Stored items:
========================================

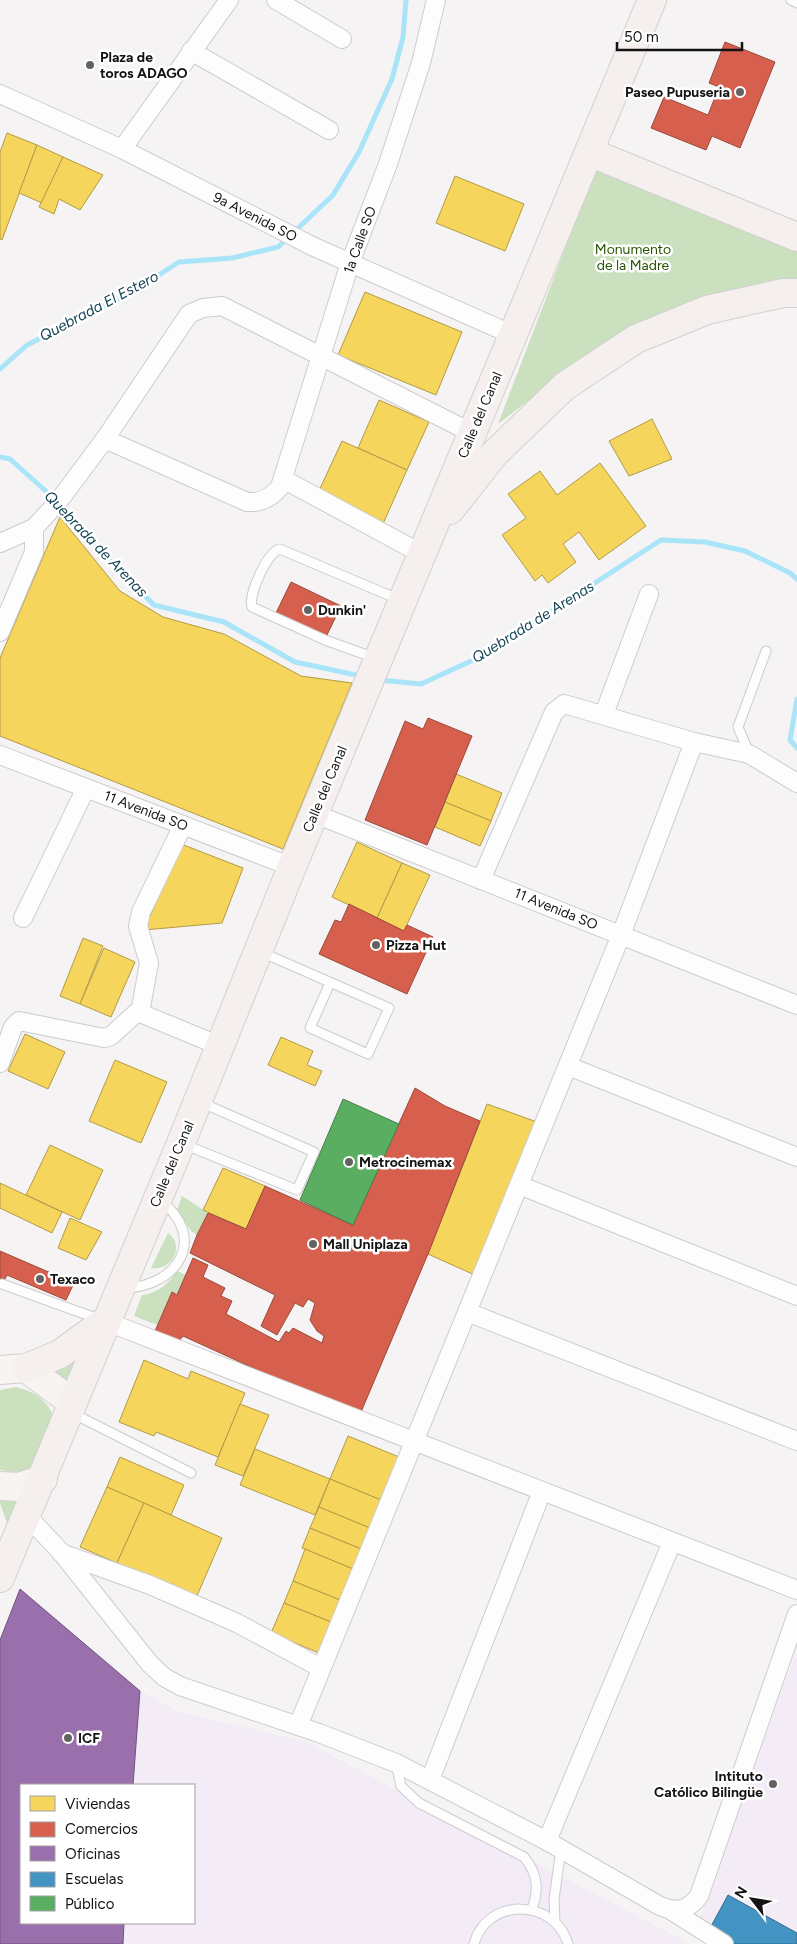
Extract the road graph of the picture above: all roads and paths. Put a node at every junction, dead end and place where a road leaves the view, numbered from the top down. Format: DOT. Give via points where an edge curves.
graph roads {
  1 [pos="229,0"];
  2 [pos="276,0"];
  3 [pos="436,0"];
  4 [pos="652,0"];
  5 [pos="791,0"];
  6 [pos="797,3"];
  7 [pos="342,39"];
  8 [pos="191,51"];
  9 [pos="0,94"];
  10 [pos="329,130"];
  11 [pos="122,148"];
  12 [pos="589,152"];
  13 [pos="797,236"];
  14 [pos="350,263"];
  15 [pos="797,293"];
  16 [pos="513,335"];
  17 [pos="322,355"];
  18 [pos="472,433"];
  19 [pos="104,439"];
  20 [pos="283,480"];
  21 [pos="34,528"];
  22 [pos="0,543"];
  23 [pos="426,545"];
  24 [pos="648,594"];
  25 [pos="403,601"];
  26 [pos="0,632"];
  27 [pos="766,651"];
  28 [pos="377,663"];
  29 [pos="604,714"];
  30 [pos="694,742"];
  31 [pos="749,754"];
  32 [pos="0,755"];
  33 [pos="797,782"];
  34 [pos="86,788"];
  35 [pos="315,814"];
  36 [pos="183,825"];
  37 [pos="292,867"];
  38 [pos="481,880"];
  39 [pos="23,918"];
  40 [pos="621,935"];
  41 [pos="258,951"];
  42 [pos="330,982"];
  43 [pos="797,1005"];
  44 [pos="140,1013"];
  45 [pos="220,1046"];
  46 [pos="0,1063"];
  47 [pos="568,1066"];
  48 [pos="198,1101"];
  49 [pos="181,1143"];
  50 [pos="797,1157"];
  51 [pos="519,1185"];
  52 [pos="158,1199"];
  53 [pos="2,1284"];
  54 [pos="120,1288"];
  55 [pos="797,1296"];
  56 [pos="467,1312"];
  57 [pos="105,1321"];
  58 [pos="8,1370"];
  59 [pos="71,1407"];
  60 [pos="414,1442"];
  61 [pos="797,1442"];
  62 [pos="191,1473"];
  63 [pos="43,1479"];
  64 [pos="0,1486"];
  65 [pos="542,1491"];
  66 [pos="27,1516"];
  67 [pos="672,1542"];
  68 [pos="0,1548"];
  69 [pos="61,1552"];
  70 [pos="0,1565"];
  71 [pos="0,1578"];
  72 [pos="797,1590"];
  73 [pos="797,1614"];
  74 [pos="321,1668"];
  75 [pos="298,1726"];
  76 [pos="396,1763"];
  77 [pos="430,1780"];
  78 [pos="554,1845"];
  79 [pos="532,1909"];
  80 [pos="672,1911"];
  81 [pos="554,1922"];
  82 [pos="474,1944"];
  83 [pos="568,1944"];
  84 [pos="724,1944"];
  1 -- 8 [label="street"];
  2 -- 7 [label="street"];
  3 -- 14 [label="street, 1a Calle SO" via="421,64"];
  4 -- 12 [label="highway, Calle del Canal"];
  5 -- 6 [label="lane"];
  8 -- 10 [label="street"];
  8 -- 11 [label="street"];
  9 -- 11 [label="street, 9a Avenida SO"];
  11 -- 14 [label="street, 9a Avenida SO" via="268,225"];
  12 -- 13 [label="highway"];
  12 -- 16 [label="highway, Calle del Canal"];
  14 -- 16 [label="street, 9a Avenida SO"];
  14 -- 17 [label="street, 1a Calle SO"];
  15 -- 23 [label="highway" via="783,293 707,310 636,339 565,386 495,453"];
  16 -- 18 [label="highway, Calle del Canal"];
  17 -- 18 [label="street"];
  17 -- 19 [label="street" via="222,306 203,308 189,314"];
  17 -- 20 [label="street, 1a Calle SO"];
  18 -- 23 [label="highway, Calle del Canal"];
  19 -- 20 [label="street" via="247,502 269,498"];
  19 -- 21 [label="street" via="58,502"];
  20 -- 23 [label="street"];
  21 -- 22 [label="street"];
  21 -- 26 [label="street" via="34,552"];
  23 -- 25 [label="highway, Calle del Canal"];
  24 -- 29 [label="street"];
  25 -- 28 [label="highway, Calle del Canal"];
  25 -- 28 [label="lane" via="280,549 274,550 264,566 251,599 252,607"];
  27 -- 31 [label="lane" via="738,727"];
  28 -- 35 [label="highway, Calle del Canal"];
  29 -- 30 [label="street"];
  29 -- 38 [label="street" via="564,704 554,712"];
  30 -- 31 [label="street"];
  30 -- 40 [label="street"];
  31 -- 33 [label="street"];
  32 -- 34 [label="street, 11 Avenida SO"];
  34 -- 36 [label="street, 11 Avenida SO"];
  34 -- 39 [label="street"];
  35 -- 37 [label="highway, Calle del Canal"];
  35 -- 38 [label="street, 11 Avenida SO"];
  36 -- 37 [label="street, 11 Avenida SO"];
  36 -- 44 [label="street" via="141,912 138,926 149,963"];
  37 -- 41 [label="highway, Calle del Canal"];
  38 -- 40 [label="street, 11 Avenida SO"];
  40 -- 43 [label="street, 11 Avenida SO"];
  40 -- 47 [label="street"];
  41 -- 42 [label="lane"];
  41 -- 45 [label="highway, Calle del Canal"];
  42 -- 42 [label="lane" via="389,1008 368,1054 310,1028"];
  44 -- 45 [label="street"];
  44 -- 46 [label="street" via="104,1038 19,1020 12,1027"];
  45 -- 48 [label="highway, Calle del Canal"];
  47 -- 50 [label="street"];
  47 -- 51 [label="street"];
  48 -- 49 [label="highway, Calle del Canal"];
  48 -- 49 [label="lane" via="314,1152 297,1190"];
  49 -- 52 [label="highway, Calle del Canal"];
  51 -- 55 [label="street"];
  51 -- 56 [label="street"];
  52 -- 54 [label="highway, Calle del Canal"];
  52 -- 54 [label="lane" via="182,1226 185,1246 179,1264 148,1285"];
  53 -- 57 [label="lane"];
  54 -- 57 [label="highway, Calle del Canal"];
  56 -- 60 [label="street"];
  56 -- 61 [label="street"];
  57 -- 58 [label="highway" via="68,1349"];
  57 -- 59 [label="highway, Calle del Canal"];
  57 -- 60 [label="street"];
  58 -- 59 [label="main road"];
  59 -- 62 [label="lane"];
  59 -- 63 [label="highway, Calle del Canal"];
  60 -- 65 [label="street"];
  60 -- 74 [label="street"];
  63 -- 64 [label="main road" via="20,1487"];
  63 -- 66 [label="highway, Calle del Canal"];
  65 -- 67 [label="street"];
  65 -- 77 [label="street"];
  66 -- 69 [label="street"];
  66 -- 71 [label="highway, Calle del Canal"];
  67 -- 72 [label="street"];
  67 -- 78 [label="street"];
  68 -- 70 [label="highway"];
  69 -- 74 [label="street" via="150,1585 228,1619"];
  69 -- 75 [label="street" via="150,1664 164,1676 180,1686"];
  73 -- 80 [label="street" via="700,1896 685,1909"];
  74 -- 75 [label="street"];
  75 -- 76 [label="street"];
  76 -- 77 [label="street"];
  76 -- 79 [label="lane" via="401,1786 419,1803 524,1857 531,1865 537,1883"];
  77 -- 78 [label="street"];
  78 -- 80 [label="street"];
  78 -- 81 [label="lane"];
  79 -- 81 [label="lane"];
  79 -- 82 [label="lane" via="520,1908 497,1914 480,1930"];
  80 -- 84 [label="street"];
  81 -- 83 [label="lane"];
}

========================================

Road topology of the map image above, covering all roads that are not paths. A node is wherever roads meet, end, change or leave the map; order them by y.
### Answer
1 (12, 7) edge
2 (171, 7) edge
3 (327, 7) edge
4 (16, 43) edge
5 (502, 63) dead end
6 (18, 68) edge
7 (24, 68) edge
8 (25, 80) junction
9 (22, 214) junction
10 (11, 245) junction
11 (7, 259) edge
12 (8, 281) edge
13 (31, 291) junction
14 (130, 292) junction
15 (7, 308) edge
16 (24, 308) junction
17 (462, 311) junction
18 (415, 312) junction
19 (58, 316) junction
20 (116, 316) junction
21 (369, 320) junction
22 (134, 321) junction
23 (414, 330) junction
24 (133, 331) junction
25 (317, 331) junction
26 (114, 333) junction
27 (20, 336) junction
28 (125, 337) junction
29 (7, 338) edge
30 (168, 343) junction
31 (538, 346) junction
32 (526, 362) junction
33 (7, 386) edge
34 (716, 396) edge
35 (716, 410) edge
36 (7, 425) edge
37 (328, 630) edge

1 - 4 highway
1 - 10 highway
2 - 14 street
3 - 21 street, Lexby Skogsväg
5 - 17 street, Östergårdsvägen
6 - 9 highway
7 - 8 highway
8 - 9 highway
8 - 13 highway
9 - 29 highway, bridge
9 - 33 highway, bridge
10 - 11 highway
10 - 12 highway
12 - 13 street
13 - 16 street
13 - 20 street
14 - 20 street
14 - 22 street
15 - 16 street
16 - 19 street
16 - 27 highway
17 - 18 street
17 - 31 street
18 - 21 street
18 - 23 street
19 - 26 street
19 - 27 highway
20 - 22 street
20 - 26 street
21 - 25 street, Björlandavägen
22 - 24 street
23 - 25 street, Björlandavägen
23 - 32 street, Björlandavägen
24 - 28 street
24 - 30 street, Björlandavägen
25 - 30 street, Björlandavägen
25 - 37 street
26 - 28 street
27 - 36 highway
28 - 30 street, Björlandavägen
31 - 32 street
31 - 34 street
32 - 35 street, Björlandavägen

========================================

TO DO: Where the string "roads" turns up in a line of the data above, copy that whole line.

PROBLEM SOLUTION:
Extract the road graph of the picture above: all roads and paths. Put a node at every junction, dead end and place where a road leaves the view, numbered from the top down. Format: DOT. Give via points where an edge curves.
graph roads {
Road topology of the map image above, covering all roads that are not paths. A node is wherever roads meet, end, change or leave the map; order them by y.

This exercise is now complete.